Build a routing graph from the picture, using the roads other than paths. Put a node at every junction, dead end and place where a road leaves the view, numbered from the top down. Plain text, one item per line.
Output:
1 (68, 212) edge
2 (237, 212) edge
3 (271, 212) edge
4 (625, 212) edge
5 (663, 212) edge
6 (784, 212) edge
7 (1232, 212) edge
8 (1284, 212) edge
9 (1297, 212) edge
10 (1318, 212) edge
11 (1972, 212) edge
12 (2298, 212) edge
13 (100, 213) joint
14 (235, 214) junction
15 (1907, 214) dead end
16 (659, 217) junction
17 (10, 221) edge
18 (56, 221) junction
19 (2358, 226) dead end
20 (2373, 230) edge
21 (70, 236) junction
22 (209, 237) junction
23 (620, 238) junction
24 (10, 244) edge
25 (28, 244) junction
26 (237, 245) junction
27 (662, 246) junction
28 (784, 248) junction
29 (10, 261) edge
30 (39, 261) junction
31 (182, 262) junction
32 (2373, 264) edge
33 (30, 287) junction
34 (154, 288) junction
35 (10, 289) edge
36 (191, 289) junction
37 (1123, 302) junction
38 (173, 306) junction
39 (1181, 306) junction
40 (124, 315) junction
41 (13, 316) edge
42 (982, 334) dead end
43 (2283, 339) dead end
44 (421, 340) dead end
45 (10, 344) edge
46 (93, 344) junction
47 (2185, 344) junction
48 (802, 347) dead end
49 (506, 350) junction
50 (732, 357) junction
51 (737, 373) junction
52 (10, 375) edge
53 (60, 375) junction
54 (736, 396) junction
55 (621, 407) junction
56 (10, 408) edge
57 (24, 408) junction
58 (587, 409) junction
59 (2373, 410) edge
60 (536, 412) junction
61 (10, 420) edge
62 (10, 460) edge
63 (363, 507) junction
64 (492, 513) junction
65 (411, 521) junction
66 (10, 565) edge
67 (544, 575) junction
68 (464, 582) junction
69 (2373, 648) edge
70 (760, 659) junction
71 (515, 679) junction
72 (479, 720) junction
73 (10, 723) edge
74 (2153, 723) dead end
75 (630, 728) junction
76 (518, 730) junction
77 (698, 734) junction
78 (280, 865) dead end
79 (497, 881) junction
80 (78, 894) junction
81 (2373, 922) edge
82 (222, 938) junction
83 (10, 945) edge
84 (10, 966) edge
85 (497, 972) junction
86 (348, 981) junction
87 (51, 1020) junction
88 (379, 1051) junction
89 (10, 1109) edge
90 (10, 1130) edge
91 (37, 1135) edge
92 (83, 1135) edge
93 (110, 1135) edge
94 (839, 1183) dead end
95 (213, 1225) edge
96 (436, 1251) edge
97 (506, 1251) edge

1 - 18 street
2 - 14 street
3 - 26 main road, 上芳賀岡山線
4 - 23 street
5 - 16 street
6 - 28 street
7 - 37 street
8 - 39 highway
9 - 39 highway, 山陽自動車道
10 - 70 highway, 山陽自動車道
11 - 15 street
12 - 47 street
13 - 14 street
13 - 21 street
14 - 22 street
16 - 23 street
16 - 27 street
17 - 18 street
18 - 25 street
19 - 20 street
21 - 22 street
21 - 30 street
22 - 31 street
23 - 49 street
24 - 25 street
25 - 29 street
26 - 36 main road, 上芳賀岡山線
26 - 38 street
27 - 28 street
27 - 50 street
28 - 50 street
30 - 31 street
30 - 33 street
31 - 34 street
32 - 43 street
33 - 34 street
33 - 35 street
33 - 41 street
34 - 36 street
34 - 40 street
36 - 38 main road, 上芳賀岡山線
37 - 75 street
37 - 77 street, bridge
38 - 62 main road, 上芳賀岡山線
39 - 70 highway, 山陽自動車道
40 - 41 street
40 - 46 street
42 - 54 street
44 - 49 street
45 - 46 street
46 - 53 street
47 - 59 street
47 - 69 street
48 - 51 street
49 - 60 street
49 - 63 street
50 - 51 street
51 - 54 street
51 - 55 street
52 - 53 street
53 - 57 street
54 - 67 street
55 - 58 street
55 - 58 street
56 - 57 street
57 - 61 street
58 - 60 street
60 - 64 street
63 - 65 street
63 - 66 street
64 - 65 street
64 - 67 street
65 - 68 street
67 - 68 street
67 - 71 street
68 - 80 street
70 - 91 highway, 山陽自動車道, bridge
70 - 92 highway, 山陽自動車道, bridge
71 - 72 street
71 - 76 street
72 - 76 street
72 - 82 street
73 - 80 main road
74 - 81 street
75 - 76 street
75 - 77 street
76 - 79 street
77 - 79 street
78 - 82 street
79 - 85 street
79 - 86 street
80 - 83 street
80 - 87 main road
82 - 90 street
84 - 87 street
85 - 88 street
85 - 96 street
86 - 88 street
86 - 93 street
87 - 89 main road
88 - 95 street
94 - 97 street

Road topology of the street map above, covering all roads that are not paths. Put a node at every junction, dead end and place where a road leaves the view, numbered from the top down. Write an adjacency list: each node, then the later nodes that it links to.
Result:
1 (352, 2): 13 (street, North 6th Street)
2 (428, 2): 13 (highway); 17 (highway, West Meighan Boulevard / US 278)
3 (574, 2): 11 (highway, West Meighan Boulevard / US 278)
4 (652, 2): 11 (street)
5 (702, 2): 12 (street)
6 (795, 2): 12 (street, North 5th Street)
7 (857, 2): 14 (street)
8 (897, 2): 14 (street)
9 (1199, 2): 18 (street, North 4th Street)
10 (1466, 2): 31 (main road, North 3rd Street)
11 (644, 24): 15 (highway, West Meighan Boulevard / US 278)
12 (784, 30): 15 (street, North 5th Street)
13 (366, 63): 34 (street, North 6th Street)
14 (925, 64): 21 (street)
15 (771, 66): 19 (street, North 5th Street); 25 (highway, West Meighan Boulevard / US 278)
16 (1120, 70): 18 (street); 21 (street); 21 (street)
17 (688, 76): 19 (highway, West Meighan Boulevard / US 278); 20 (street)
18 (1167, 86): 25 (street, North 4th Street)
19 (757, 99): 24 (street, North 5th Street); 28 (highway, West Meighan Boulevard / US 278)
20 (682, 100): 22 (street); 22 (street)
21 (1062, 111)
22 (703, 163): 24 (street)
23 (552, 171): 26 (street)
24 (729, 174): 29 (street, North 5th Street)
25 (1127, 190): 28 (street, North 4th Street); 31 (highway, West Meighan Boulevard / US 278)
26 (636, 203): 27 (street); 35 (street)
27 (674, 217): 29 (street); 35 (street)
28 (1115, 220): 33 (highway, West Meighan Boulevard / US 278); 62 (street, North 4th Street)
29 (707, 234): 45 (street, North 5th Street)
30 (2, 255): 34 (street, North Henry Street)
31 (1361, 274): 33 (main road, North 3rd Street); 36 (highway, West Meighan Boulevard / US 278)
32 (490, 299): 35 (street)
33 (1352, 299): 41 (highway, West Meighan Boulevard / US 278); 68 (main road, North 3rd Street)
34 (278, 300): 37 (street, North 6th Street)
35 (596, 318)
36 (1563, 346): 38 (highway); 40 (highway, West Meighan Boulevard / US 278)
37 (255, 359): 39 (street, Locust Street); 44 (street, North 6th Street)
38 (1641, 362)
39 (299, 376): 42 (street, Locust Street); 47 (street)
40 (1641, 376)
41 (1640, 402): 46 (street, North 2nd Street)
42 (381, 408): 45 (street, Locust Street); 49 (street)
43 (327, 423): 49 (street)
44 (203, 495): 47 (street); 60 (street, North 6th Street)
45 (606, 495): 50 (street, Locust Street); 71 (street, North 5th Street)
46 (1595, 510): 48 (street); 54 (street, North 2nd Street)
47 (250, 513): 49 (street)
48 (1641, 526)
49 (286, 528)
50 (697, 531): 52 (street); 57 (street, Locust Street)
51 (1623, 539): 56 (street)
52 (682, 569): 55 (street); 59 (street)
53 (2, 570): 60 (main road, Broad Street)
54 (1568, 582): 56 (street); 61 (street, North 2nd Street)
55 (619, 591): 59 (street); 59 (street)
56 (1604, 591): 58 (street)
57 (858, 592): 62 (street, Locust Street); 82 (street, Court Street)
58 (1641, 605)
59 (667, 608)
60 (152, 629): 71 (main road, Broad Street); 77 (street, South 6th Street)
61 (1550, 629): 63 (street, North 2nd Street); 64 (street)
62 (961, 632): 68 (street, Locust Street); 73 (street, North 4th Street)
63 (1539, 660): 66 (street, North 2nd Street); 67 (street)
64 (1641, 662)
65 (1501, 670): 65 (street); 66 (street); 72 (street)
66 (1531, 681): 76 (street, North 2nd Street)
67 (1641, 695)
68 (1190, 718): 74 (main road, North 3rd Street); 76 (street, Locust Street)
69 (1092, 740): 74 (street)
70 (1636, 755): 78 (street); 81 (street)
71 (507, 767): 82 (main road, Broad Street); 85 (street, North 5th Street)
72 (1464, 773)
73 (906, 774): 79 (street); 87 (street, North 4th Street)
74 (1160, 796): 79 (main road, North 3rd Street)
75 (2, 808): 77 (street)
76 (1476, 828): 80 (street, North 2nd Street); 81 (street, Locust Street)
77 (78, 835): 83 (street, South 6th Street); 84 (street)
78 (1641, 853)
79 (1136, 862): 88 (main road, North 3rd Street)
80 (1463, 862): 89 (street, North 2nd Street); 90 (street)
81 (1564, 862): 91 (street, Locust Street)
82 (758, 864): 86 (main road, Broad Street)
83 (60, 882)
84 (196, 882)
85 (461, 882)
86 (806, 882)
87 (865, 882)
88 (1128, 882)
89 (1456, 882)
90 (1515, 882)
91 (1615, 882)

> _About this exercise_
Pick out and copy the lines of the material that include the word "山陽自動車道".

> _Exercise output_
9 - 39 highway, 山陽自動車道
10 - 70 highway, 山陽自動車道
39 - 70 highway, 山陽自動車道
70 - 91 highway, 山陽自動車道, bridge
70 - 92 highway, 山陽自動車道, bridge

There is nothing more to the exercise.